** Opening SUPPLIED MATERIAL block **
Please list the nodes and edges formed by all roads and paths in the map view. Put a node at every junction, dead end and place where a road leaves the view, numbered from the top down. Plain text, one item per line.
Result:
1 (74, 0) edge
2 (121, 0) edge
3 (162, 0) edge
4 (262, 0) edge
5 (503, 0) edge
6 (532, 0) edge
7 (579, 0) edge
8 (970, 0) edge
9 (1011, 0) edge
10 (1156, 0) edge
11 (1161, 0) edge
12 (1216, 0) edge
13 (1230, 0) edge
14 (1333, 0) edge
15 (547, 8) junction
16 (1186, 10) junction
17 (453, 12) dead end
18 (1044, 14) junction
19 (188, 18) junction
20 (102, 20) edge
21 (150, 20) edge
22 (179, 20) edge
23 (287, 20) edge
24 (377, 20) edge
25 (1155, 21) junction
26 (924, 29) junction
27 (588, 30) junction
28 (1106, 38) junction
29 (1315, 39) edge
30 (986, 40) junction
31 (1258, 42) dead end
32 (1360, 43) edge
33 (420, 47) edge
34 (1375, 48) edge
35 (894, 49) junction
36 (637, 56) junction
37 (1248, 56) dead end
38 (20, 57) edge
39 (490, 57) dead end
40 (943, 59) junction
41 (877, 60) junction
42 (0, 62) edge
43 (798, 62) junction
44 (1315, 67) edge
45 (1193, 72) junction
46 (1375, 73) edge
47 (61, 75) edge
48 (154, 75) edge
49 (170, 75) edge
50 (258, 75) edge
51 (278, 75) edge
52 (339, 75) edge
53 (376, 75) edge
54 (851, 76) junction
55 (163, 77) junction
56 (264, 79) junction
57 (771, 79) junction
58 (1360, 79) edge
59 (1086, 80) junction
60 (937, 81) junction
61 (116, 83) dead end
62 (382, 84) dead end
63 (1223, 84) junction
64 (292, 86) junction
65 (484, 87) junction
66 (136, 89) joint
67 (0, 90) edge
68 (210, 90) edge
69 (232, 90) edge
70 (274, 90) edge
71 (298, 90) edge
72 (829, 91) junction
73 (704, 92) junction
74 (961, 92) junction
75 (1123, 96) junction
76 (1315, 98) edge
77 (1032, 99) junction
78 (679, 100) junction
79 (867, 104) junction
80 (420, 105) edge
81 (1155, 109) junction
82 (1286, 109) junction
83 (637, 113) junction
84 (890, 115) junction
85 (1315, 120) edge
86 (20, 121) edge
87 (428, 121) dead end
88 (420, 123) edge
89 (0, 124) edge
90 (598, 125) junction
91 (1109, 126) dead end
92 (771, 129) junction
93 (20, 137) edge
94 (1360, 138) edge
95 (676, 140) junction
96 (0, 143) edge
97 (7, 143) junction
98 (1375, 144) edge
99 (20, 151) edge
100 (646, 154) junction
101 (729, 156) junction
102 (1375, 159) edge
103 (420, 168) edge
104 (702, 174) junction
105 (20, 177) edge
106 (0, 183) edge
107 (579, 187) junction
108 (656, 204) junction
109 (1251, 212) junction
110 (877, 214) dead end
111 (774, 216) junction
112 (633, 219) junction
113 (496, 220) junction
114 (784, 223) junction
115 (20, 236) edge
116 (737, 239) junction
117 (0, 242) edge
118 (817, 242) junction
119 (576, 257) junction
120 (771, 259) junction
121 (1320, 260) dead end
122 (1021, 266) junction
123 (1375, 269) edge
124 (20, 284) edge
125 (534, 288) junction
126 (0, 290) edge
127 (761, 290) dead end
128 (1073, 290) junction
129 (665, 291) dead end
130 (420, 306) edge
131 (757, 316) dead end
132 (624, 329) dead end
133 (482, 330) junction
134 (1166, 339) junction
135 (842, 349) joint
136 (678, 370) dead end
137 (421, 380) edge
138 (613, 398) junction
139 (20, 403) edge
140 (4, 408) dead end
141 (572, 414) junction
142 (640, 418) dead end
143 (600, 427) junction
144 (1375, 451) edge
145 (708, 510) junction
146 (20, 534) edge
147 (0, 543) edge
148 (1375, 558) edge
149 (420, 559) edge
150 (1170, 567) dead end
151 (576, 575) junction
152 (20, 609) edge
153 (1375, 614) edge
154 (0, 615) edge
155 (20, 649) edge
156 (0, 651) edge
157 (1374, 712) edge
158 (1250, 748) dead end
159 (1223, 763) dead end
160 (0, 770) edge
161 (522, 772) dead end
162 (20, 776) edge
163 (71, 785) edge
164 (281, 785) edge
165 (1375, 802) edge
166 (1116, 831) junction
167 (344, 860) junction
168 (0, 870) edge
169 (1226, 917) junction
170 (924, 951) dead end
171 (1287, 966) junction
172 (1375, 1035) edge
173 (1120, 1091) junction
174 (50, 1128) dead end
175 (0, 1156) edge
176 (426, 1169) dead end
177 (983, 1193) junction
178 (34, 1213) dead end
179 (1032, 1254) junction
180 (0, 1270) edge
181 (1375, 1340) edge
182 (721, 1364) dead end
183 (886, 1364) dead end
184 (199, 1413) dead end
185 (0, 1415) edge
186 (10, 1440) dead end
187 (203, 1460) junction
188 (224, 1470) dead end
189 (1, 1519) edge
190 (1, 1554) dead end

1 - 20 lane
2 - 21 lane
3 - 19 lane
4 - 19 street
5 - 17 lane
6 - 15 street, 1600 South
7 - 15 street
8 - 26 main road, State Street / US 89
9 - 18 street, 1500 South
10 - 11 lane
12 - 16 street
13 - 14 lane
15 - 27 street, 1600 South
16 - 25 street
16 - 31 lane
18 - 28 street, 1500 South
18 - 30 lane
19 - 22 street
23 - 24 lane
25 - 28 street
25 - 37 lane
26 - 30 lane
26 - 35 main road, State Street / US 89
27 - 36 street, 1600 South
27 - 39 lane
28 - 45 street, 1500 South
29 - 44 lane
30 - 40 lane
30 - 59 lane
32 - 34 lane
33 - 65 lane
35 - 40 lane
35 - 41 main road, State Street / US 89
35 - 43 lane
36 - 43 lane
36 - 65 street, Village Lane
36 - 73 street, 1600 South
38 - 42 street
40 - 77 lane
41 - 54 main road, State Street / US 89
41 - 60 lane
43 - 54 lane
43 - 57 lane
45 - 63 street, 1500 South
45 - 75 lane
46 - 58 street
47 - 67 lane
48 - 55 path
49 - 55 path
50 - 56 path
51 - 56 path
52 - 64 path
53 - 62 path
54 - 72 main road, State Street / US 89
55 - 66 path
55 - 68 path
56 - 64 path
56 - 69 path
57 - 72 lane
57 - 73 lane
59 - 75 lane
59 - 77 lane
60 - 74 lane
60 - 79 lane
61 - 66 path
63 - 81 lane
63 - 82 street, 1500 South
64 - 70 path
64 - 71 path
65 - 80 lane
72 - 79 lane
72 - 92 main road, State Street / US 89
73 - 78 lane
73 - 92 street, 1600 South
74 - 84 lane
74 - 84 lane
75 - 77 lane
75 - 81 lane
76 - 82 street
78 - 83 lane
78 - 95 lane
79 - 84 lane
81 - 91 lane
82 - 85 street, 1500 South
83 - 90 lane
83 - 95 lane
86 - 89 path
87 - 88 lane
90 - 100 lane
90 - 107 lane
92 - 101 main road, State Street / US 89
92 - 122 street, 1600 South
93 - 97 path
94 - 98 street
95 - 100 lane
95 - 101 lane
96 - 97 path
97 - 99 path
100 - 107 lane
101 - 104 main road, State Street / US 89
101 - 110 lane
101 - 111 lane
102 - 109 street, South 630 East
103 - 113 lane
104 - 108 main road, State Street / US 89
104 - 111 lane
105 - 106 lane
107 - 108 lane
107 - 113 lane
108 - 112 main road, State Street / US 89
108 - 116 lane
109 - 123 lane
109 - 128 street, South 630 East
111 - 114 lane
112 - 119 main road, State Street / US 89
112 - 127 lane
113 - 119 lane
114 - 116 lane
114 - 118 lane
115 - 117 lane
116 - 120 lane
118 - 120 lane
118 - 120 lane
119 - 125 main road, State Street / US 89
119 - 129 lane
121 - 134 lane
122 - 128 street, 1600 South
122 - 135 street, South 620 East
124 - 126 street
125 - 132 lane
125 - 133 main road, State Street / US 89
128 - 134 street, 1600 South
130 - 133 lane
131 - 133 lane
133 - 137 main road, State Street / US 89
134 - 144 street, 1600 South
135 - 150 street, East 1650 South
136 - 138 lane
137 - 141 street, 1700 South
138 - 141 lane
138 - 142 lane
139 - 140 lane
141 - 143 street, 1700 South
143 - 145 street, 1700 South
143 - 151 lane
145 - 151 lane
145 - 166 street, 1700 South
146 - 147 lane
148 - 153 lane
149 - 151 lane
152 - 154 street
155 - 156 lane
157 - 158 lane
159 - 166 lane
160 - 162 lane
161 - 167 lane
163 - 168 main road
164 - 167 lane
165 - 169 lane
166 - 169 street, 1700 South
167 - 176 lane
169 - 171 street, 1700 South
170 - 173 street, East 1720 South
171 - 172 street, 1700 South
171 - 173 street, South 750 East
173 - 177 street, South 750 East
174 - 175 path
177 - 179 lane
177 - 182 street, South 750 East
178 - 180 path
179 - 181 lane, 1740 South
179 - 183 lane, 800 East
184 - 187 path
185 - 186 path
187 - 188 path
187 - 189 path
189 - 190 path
** Closing SUPPLIED MATERIAL block **
# PROBLEM TO WORK ON
Which lines in the data above hold the string "East"? Return each of them.

# RESULT FOR THIS TASK
102 - 109 street, South 630 East
109 - 128 street, South 630 East
122 - 135 street, South 620 East
135 - 150 street, East 1650 South
170 - 173 street, East 1720 South
171 - 173 street, South 750 East
173 - 177 street, South 750 East
177 - 182 street, South 750 East
179 - 183 lane, 800 East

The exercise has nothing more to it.